The rotatable deflector 12 has an underside surface that is
preferably contoured to deliver a plurality of fluid streams
generally radially outwardly. As shown in FIG. 4A, the underside
surface of the deflector 12 preferably includes an array of spiral
vanes 22. The spiral vanes 22 subdivide the water into the
plurality of relatively small water streams which are distributed
radially outwardly to surrounding terrain as the deflector 12
rotates. The vanes 22 define a plurality of intervening flow
channels extending upwardly and spiraling along the underside
surface to extend generally radially outwardly with selected
inclination angles. During operation of the nozzle 10, the upwardly
directed water impinges upon the lower or upstream segments of
these vanes 22, which subdivide the water flow into the plurality
of relatively small flow streams for passage through the flow
channels and radially outward projection from the nozzle 10. Any
deflector suitable for distributing fluid radially outward from the
nozzle 10 may be used.
The deflector 12 has a bore 24 for insertion of a shaft 20
therethrough. As can be seen in FIG. 4A, the bore 24 is defined at
its lower end by circumferentially-arranged, downwardly-protruding
teeth 26. As described further below, these teeth 26 are sized to
engage corresponding teeth 28 on the valve sleeve 16. This
engagement allows a user to depress the deflector 12 and thereby
directly engage and drive the valve sleeve 16 for adjusting the
valve 14. Also, the deflector 12 may optionally include a
screwdriver slot and/or a coin slot in its top surface (not shown)

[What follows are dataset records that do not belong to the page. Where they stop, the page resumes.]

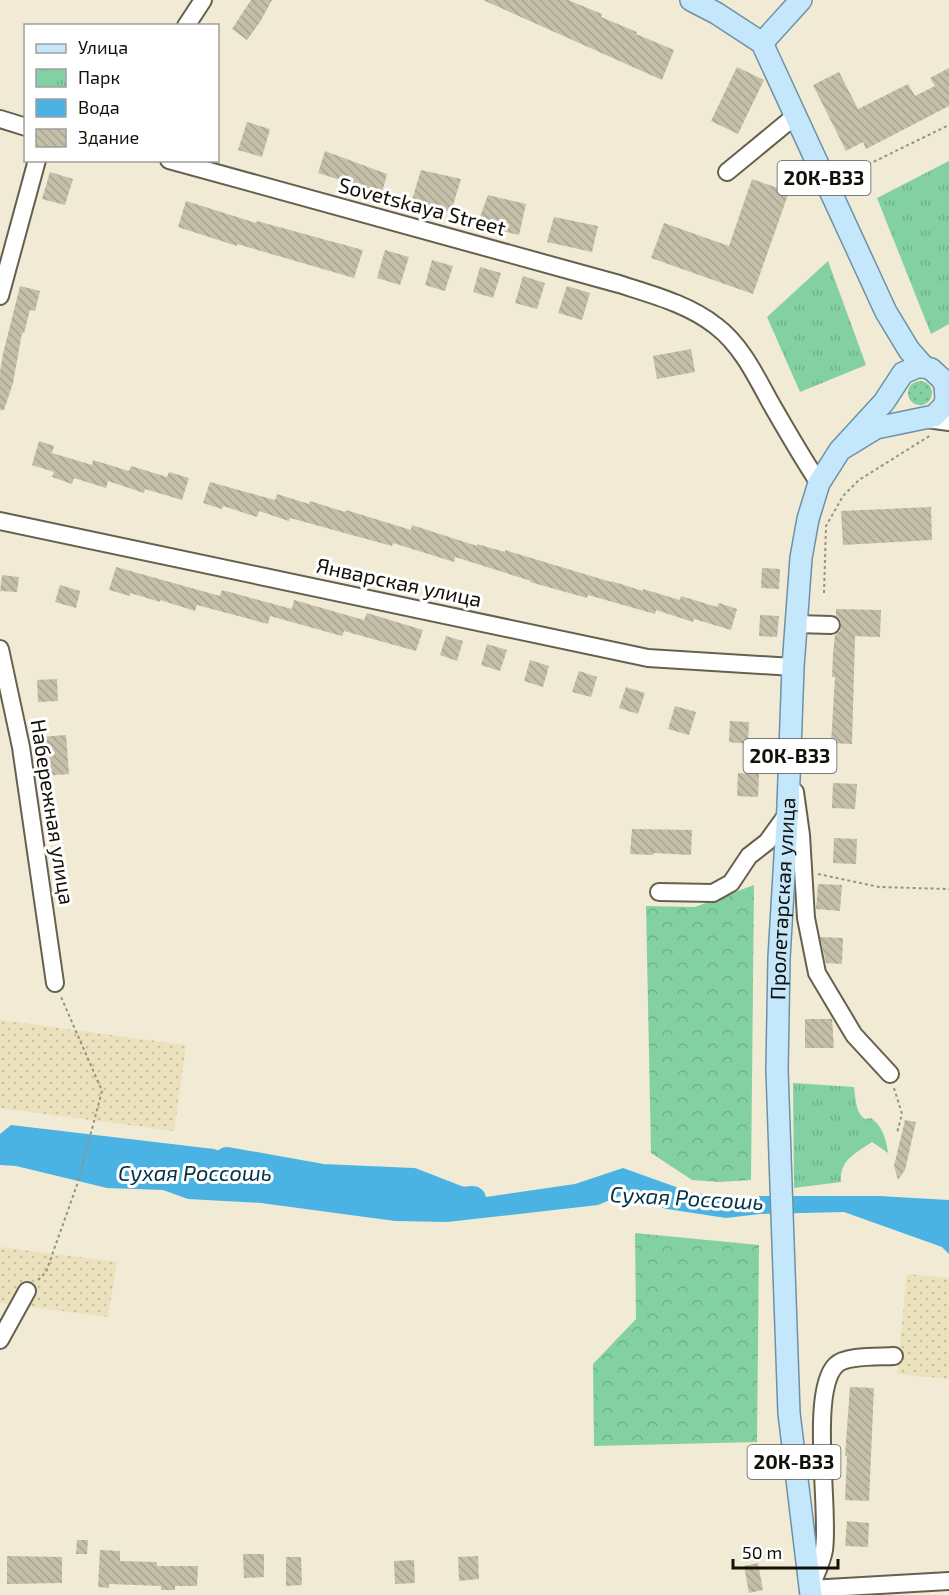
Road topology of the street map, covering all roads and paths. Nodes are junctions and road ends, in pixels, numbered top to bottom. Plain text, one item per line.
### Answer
1 (203, 0) edge
2 (691, 0) edge
3 (801, 0) edge
4 (187, 24) edge
5 (762, 43) junction
6 (795, 116) junction
7 (0, 119) edge
8 (949, 125) edge
9 (24, 126) edge
10 (36, 162) edge
11 (176, 162) edge
12 (820, 170) junction
13 (727, 172) dead end
14 (0, 296) edge
15 (886, 312) junction
16 (935, 367) edge
17 (897, 381) junction
18 (948, 396) edge
19 (949, 422) edge
20 (926, 425) junction
21 (840, 450) junction
22 (819, 483) junction
23 (0, 521) edge
24 (824, 593) dead end
25 (796, 624) junction
26 (831, 625) dead end
27 (0, 650) edge
28 (793, 667) junction
29 (790, 760) junction
30 (788, 813) junction
31 (803, 871) junction
32 (949, 889) edge
33 (659, 892) dead end
34 (55, 983) joint
35 (890, 1074) joint
36 (897, 1133) dead end
37 (27, 1291) joint
38 (0, 1340) edge
39 (894, 1356) dead end
40 (949, 1581) edge
41 (811, 1592) edge

1 - 4 street
2 - 5 main road
3 - 5 main road
5 - 6 main road, 20К-В33
6 - 12 main road, 20К-В33
6 - 13 street
7 - 9 street
8 - 12 path
10 - 14 street
11 - 22 street
12 - 15 main road, 20К-В33
15 - 16 main road, 20К-В33
15 - 17 main road, 20К-В33
16 - 17 main road
16 - 18 main road, 20К-В33
17 - 20 main road, 20К-В33
17 - 21 main road, 20К-В33
18 - 20 main road, 20К-В33
19 - 20 street
20 - 21 main road, 20К-В33
20 - 24 path
21 - 22 main road, Пролетарская улица / 20К-В33
22 - 25 main road, Пролетарская улица / 20К-В33
23 - 28 street, Январская улица
25 - 26 street
25 - 28 main road, Пролетарская улица / 20К-В33
27 - 34 street, Набережная улица
28 - 29 main road, Пролетарская улица / 20К-В33
29 - 30 main road, Пролетарская улица / 20К-В33
29 - 31 street
30 - 33 street
30 - 41 main road, Пролетарская улица / 20К-В33
31 - 32 path
31 - 35 street
34 - 37 path
35 - 36 path
37 - 38 street
39 - 41 street
40 - 41 street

to allow other methods for adjusting the valve 14. Optionally, the
deflector 12 may also include a knurled external surface about its
perimeter to provide for better gripping by a user making a strip
pattern adjustment.
The deflector 12 also preferably includes a speed control brake to
control the rotational speed of the deflector 12. In one preferred
form shown in FIGS. 2, 3A, and 4A, the speed control brake includes
a friction disk 30, a brake pad 32, and a seal retainer 34. The
friction disk 30 preferably has an internal surface for engagement
with a top surface on the shaft 20 so as to fix the friction disk
30 against rotation. The seal retainer 34 is preferably welded to,
and rotatable with, the deflector 12 and, during operation of the
nozzle 10, is urged against the brake pad 32, which, in turn, is
retained against the friction disk 30. Water is directed upwardly
and strikes the deflector 12, pushing the deflector 12 and seal
retainer 34 upwards and causing rotation. In turn, the rotating
seal retainer 34 engages the brake pad 32, resulting in frictional
resistance that serves to reduce, or brake, the rotational speed of
the deflector 12. Speed brakes like the type shown in U.S. Pat. No.
9,079,202 and U.S. patent application Ser. No. 15/359,286, which
are assigned to the assignee of the present application and are
incorporated herein by reference in their entirety, are preferably
used. Although the speed control brake is shown and preferably used
in connection with nozzle 10 described and claimed herein, other
brakes or speed reducing mechanisms are available and may be used
to control the rotational speed of the deflector 12.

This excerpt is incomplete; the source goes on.